In a case about a vendor’s outside payments to an employed physician, University of Miami Health System (UHealth) in Florida has agreed to pay $325,150 in a civil monetary penalty settlement with the HHS Office of Inspector General (OIG). UHealth disclosed the physician’s arrangement to OIG in 2018.
According to the settlement, OIG alleged that UHealth submitted claims to Medicare, Medicare Advantage, Medicaid and the Veterans Health Administration for items or services that it knew or should have known were fraudulent. Between Aug. 15, 2016, and July 23, 2018, UHealth billed for cataract and corneal procedures that were performed using a laser. OIG alleged the claims were “tainted” by violations of the Anti-Kickback Statute[1] because of an agreement between the employed physician and the medical device company that manufactured the laser, and therefore “could not be paid.” The procedures were billed with CPT codes 65875, 66982, 66984, 67010, and V2788.
“You can have these financial relationships. The question is whether these financial relationships meet a safe harbor under the Anti-Kickback Statute or come close to meeting a safe harbor because the terms are fair market value and no intent to induce referrals is present,” he explained. If a doctor receives $100,000 from a device company for consulting, and he has documentation to support 500 hours of services, which works out to $200 per hour, that may pass the smell test. Even if it’s papered, however, the physician must be able to articulate the reason for the consulting and verify the services were performed. Otherwise, that doesn’t bode well for the integrity of his referrals. The hospital also should consider whether it’s comfortable allowing the physician to have a hand in the purchase of supplies and equipment manufactured by the company. And the hospital could compare the volume of procedures performed with the medical device before and after the physician entered into the consulting arrangement. “You are looking for sudden shifts in how they operate,” Wade said. If physicians switch from a knee manufactured by company A to a knee manufactured by company B, “there is reason for further evaluation of their arrangements. Look at the Open Payments program.”

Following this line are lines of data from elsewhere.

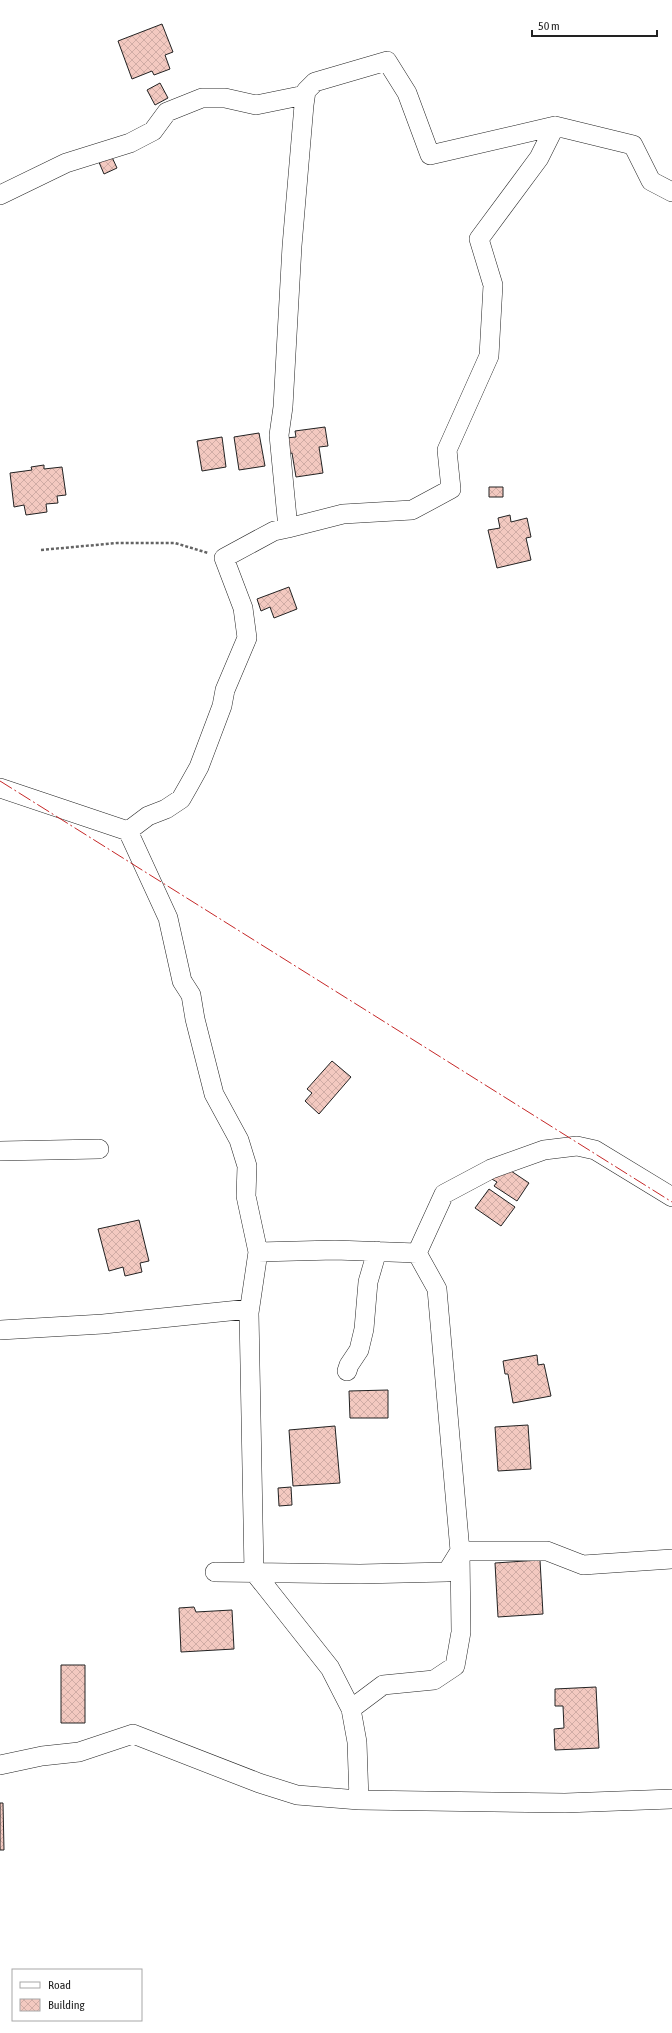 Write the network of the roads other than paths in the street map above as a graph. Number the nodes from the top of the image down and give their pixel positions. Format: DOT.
graph roads {
  1 [pos="305,95"];
  2 [pos="555,126"];
  3 [pos="672,192"];
  4 [pos="0,195"];
  5 [pos="288,528"];
  6 [pos="0,788"];
  7 [pos="128,831"];
  8 [pos="99,1149"];
  9 [pos="0,1151"];
  10 [pos="672,1197"];
  11 [pos="377,1251"];
  12 [pos="258,1252"];
  13 [pos="417,1254"];
  14 [pos="249,1308"];
  15 [pos="0,1330"];
  16 [pos="347,1371"];
  17 [pos="460,1551"];
  18 [pos="672,1559"];
  19 [pos="215,1572"];
  20 [pos="254,1572"];
  21 [pos="351,1709"];
  22 [pos="0,1765"];
  23 [pos="672,1799"];
  24 [pos="359,1800"];
  1 -- 2 [label="street"];
  1 -- 4 [label="street"];
  1 -- 5 [label="street"];
  2 -- 3 [label="street"];
  2 -- 5 [label="street"];
  5 -- 7 [label="street"];
  6 -- 7 [label="street"];
  7 -- 12 [label="street"];
  8 -- 9 [label="street"];
  10 -- 13 [label="street"];
  11 -- 12 [label="street"];
  11 -- 13 [label="street"];
  11 -- 16 [label="street"];
  12 -- 14 [label="street"];
  13 -- 17 [label="street"];
  14 -- 15 [label="street"];
  14 -- 20 [label="street"];
  17 -- 18 [label="street"];
  17 -- 20 [label="street"];
  17 -- 21 [label="street"];
  19 -- 20 [label="street"];
  20 -- 21 [label="street"];
  21 -- 24 [label="street"];
  22 -- 24 [label="street"];
  23 -- 24 [label="street"];
} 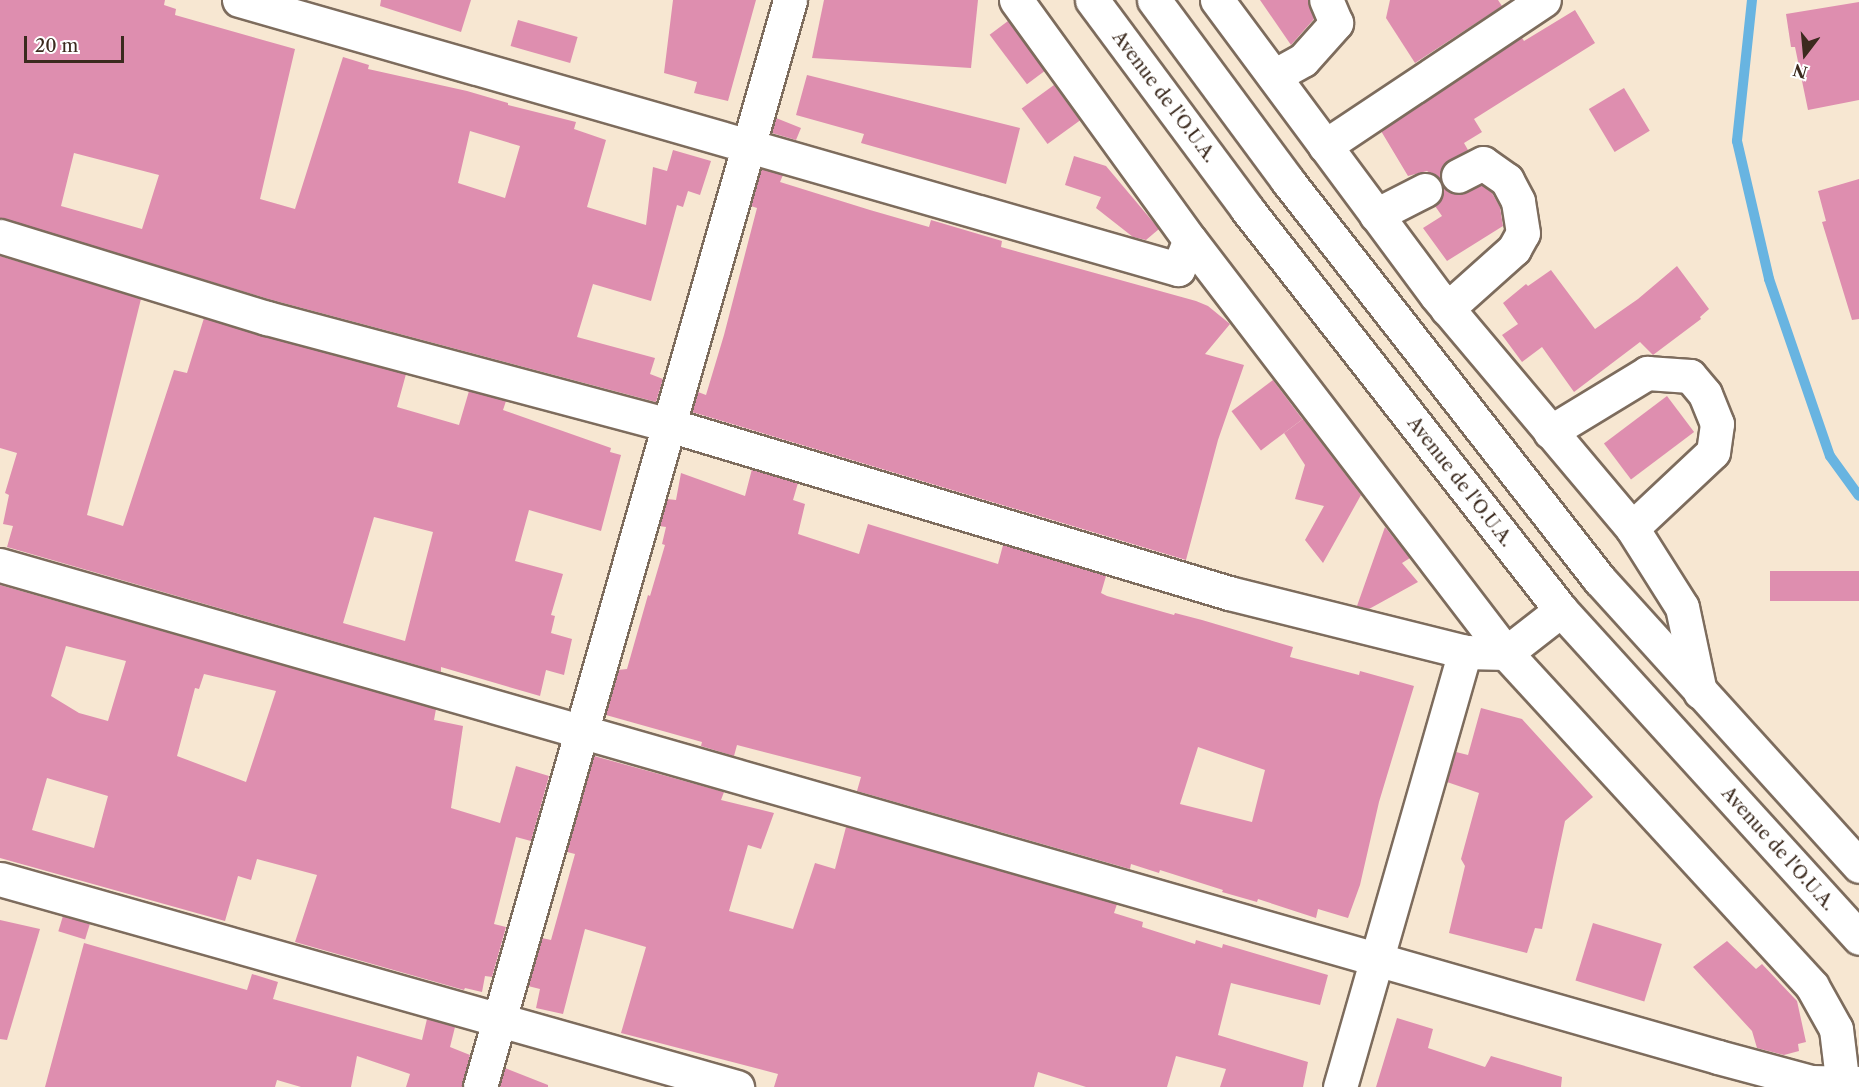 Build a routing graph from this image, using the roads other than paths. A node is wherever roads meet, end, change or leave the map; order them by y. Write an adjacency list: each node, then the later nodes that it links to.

Oversight is much harder when physicians are members of the medical staff without being employed by the hospital. They could be part of a value-based purchasing program, such as the Bundled Payments for Care Improvement or Comprehensive Care Joint Replacement Model. “You don’t want to have someone who is part of a value-based payment arrangement who is compensated by a manufacturer without being able to vet whether it’s a fair market arrangement,” Wade said. “It’s preferable they don’t take money from the device manufacturer if the use of the equipment is part of the” value-based program, “although it’s not illegal to do so.”